The album’s confident, easy going but never lazy vibe is the result of working with the same musicians who contributed to 2010’s successful Big Lonesome. Credit goes to keyboardist/co-producer Mike Utley for capturing the textured, spirited and occasionally melancholy feel of these songs. The opening Bo Diddley beat-driven “Love in the Wind,” a duet with the similarly minded Todd Snider, is propelled by a restrained, insistent energy that snakes through the rest of the songs. It’s a cool, swampy, unhurried approach that subtly sucks you in. Now in her mid-60s, Chapman is clearly comfortable in her veteran status skin, which is apparent as she shifts from her own compositions to mesmerizing, assertive and sympathetic covers of Hoagy Carmichael’s standard “Nearness of You” and the Delmore Brothers’ bittersweet country blues classic “Blues Stay Away from Me.”

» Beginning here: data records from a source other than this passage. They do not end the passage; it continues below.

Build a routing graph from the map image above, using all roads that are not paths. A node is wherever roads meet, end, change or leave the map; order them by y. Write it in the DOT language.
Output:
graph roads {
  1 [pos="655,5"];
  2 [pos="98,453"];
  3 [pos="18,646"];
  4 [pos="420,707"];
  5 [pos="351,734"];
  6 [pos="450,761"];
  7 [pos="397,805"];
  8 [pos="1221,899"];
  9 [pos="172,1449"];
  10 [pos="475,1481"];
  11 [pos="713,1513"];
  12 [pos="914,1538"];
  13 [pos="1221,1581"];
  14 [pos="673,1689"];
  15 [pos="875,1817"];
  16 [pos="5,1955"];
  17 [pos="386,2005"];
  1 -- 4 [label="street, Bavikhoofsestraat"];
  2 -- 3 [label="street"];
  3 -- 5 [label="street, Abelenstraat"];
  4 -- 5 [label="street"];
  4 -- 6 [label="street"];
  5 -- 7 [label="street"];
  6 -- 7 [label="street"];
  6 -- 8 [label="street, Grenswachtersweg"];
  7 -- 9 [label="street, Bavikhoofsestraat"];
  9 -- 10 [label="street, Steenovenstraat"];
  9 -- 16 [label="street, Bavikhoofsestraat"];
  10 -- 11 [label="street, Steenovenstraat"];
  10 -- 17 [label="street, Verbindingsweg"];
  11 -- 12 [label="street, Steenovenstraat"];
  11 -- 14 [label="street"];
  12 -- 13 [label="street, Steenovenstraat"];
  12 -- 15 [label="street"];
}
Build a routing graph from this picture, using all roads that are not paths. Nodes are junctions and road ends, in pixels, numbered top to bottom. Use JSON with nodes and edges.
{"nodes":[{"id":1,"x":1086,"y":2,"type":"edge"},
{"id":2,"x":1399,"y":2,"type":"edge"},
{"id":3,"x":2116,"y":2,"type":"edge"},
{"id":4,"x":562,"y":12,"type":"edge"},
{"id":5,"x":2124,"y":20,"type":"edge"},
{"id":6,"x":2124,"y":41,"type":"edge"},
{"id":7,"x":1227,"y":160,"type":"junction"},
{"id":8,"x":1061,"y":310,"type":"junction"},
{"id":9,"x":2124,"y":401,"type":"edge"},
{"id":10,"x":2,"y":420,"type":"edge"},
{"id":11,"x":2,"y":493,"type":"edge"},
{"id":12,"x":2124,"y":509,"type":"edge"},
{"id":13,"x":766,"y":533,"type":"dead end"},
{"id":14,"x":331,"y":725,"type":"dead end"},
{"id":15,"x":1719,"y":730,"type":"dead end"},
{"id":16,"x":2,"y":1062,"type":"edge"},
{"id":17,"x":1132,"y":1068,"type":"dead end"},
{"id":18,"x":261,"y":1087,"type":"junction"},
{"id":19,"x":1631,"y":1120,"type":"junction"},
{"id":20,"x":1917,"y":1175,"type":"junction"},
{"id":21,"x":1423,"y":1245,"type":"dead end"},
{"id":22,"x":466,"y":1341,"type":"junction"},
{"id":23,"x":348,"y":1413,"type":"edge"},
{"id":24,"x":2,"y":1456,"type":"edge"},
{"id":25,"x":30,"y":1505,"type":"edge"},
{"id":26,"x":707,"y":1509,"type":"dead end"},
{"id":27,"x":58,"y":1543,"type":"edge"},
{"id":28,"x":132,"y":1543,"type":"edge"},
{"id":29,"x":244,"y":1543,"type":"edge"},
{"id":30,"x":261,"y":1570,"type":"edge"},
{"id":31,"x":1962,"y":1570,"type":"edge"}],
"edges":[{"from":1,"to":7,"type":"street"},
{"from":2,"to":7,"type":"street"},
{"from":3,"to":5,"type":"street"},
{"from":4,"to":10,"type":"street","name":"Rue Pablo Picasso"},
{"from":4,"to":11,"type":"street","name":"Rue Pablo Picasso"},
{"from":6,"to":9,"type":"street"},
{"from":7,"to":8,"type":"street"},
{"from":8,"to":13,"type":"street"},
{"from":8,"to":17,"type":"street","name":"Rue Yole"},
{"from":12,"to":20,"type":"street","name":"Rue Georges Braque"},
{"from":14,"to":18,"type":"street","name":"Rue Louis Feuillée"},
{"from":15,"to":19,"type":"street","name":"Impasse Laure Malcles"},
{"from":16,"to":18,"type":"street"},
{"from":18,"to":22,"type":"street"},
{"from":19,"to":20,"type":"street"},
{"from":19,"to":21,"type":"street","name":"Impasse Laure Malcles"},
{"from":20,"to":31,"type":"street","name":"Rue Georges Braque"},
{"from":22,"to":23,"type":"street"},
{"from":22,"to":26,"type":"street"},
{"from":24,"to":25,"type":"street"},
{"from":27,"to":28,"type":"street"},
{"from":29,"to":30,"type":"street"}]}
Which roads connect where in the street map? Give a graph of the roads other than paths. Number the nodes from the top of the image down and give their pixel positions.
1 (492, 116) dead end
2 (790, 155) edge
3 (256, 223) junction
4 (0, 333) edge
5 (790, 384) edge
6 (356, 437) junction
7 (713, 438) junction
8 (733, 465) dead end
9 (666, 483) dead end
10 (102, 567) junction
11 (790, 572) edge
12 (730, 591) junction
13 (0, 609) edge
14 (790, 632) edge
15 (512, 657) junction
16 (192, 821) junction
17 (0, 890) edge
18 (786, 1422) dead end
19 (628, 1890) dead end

Elsewhere, “Dreams and Memories,” “Not Afraid to Die” and the title track reveal Chapman’s wistful reflections on life that never descend into sappiness. Lead guitarist Will Kimbrough is a key element in the stripped down sound, propelling the music with an understated strength that perfectly captures Chapman’s sentiments. Her rugged, world-weary voice though is the disc’s most obvious focus. It cracks like the lines in well-worn leather, bringing honesty and integrity to tunes that exude those traits and make this such a vital and potent addition to her already impressive catalog.